April 15, 2025
What the Japanese Bathhouse Can Teach Us About Body Image
Does it feel weird to be naked in a sento?
I spent my first twenty minutes in a Japanese bathhouse panicking in a corner, clutching a tiny towel like it could somehow turn me invisible, battling every body image insecurity I’d ever had.
It didn’t.
The truth is, nothing quite prepares you for your first trip to a sento (public bath) or onsen (hot spring). The nudity isn’t optional, and nobody cares that you’re not ready. There are no stalls, no strategic shadows, no dim lighting. Just rows of low stools, communal tubs and a quiet but unshakable confidence radiating from the regulars.
It was brutal—at first. But it’s also where I unlearned a lifetime of body shame.
Why Japanese Bathhouses Feel Like a Body-Neutral Zone
You walk in, strip down, wash thoroughly and then soak. It’s not revolutionary—but what is different is the total absence of self-consciousness. No one’s comparing sizes, scars, shapes or skin. The rules in the bathhouse are simple: be clean, be quiet and don’t splash. That’s it.

Also, just to clear up a common worry—men’s and women’s bathing areas are completely separate. Unless it’s a rare mixed-gender bath, konyoku, which generally requires bathing suits or towels.
In the U.S., locker rooms always felt like silent battlegrounds. Towel choreography, side glances, sucking in your gut like you were bracing for impact. Here? Nobody’s performing. It’s like you left your ego in the shoe locker.
Naomi, 21, from Tokyo, studied abroad in California and described the jarring shift from sento culture to the pressure of beach-ready bodies in the U.S. “When you grow up going to the bathhouse, you just see everyday people in normal bodies in everyday settings. It’s not about being ‘beach body ready.’ You see kids, old people, teenagers—generations all bathing together. So even before you get formal sex education, you’ve already seen how different bodies look and change.”
That casual, early exposure makes a difference. And that’s the thing: you do feel exposed, but not in the way you might expect. There’s no judgment in those foggy mirrors. No one’s looking. Everyone’s just being.
Nakedness Isn’t Always Vulnerability
Somewhere around visit three, something clicked. I stopped walking with my arms crossed. I stopped turning my back to the room. The bathhouse taught me something no Instagram therapist ever could: When you stop hiding your body, you stop hiding from yourself.

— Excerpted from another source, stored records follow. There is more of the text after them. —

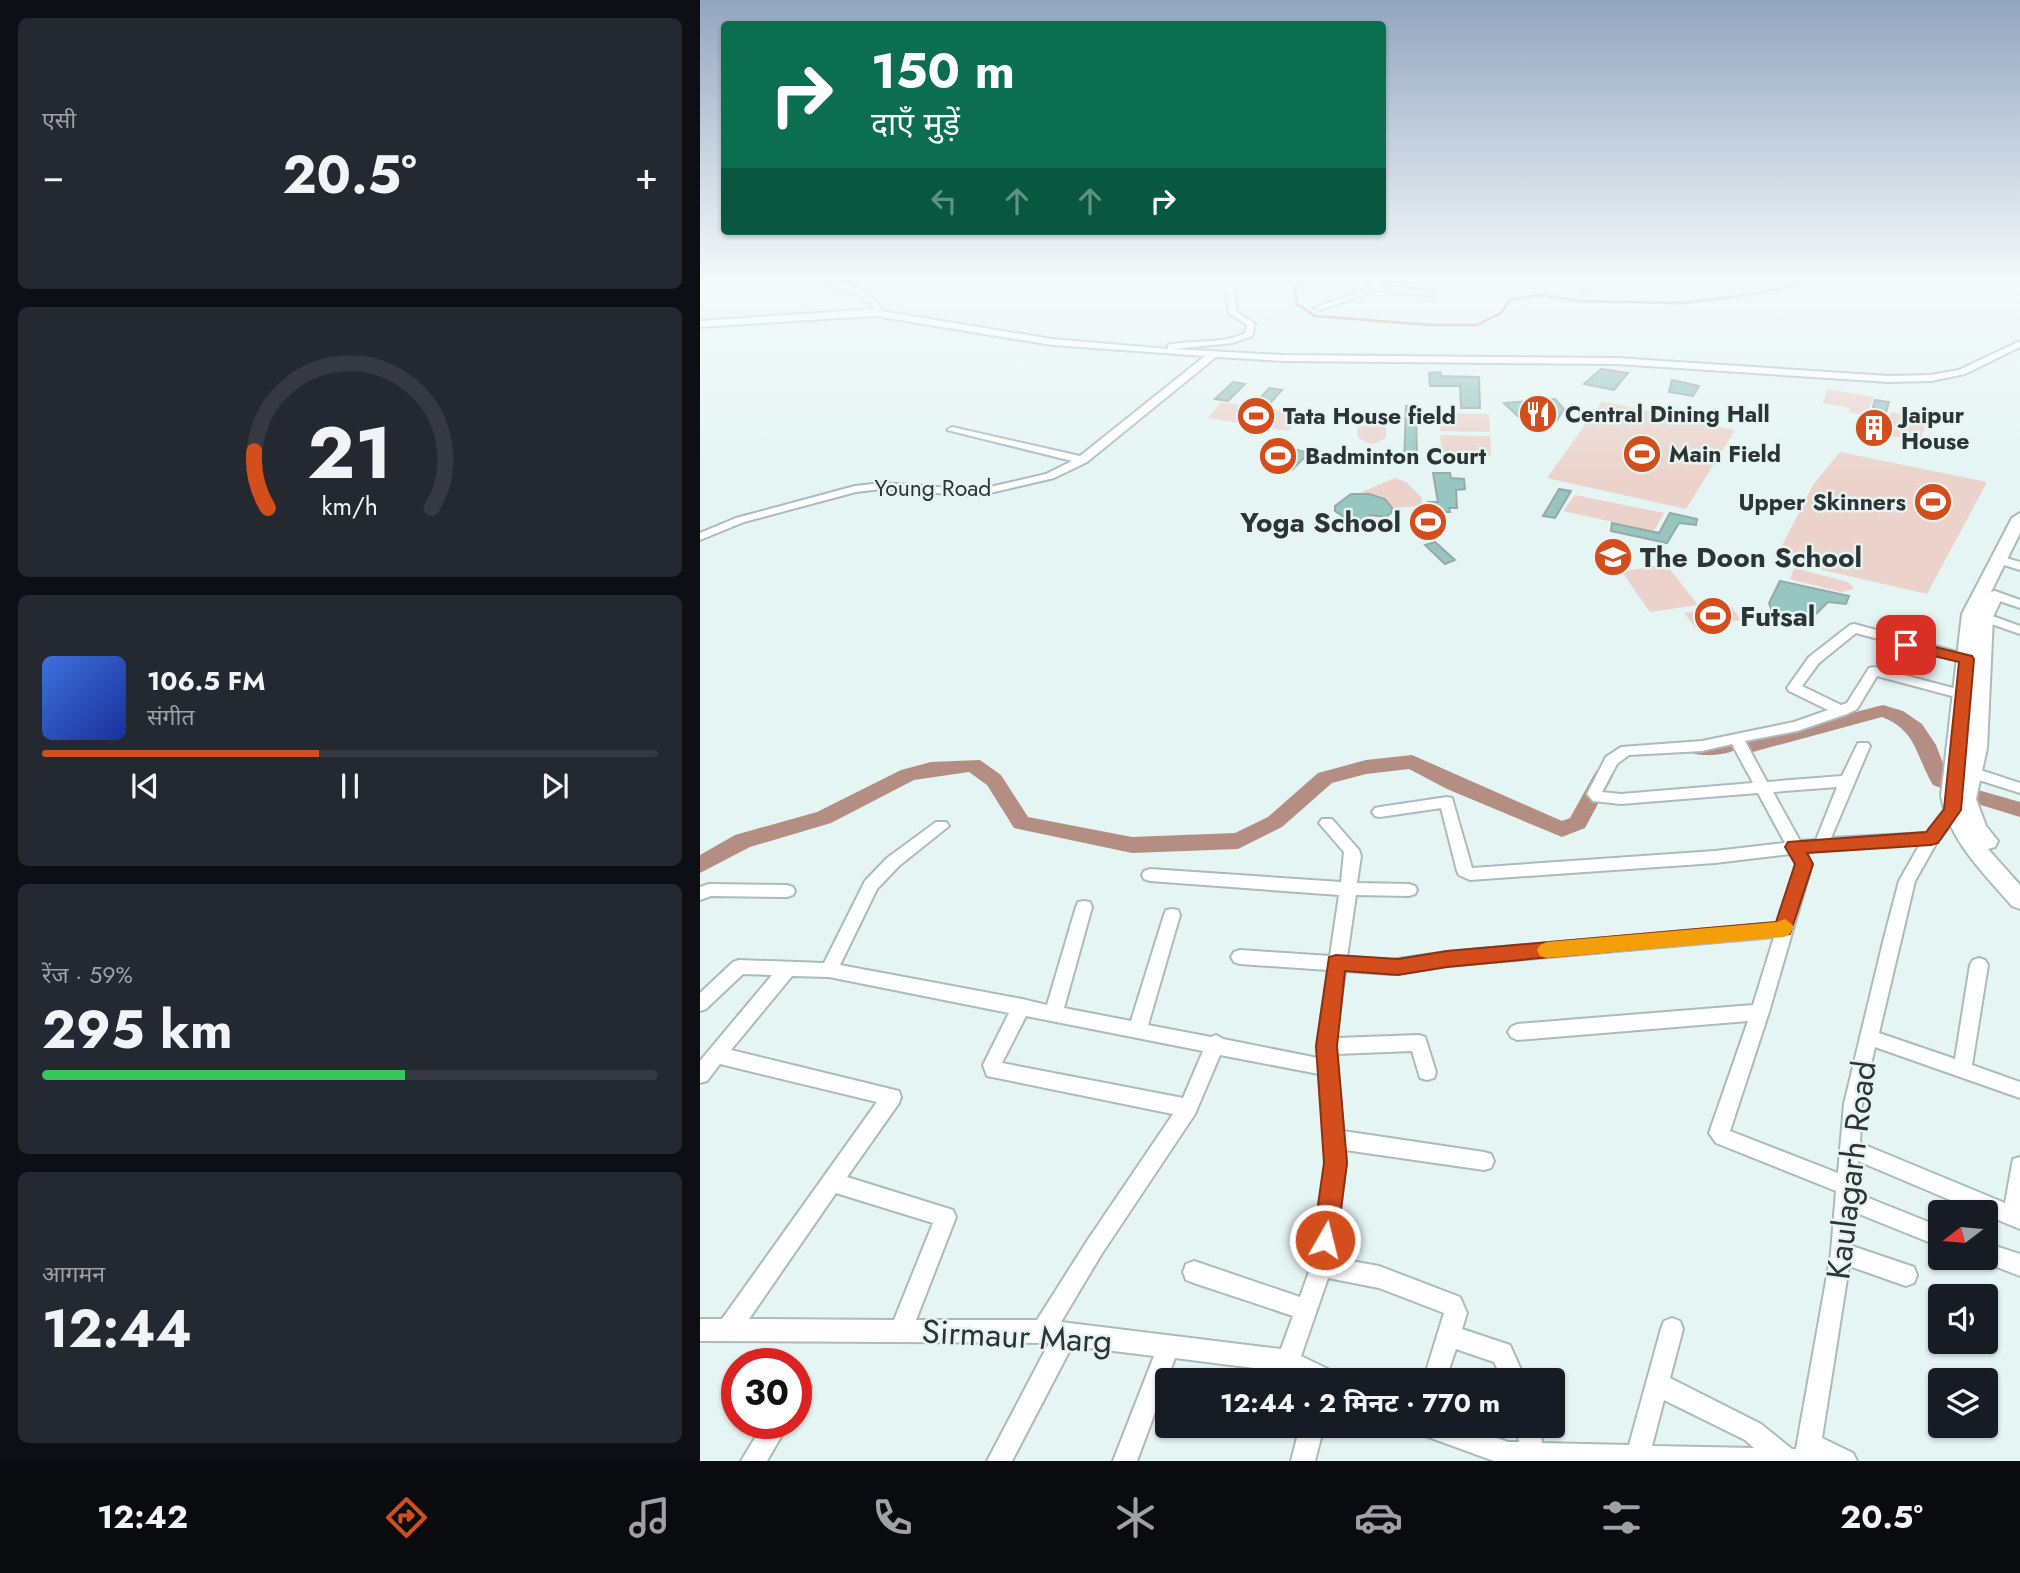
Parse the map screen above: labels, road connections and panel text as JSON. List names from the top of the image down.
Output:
{
  "streets": {
    "street": ["Young Road", "Kaulagarh Road", "Sirmaur Marg"]
  },
  "places": {
    "restaurant": ["Central Dining Hall"],
    "sports": [
      "Tata House field",
      "Main Field",
      "Badminton Court",
      "Upper Skinners",
      "Yoga School",
      "Futsal"
    ],
    "building": ["Jaipur House"],
    "school or university": ["The Doon School"]
  },
  "north": "left",
  "page": {
    "tile": [
      "एसी",
      ["रेंज · 59%", "295 km"],
      ["आगमन", "12:44"]
    ],
    "turn": ["150 m", "दाएँ मुड़ें"],
    "heat": ["−", "20.5°", "+"],
    "song": ["106.5 FM", "संगीत"],
    "limit": "30",
    "trip": "12:44 · 2 मिनट · 770 m",
    "tabs": ["12:42", "20.5°"],
    "gauge": ["21", "km/h"]
  }
}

It wasn’t about confidence—it was about neutrality. I wasn’t suddenly proud of my thighs or excited about the curve of my stomach. I just… didn’t think about it. That silence was more powerful than praise.
How Communal Bathing Shifts Body Perception
The body diversity in a bathhouse is real. Elders with surgical scars, women with postpartum bellies, teenagers, athletes, salarywomen. And not one of them apologized for being there. No self-deprecating jokes. No efforts to shrink. Just bodies doing what bodies do—getting clean and relaxing.
Aoi, 26, grew up in Chiba and remembers visiting her local sento regularly as a child. “If you don’t have the opportunity to see normal people naked, then you’re going to compare yourself to models or adult videos, which leads to insecurity,” she told me. “But going to the Japanese bathhouse from a young age taught me a lot about body image, I saw that there are so many different bodies so I never really felt insecure.”

In a media landscape that rarely shows unfiltered bodies, growing up around real ones matters. It reframes what normal looks like. And being surrounded by people who are unapologetically at ease in their skin makes you question why you ever weren’t. We think insecurity is personal, but so much of it is really about isolation.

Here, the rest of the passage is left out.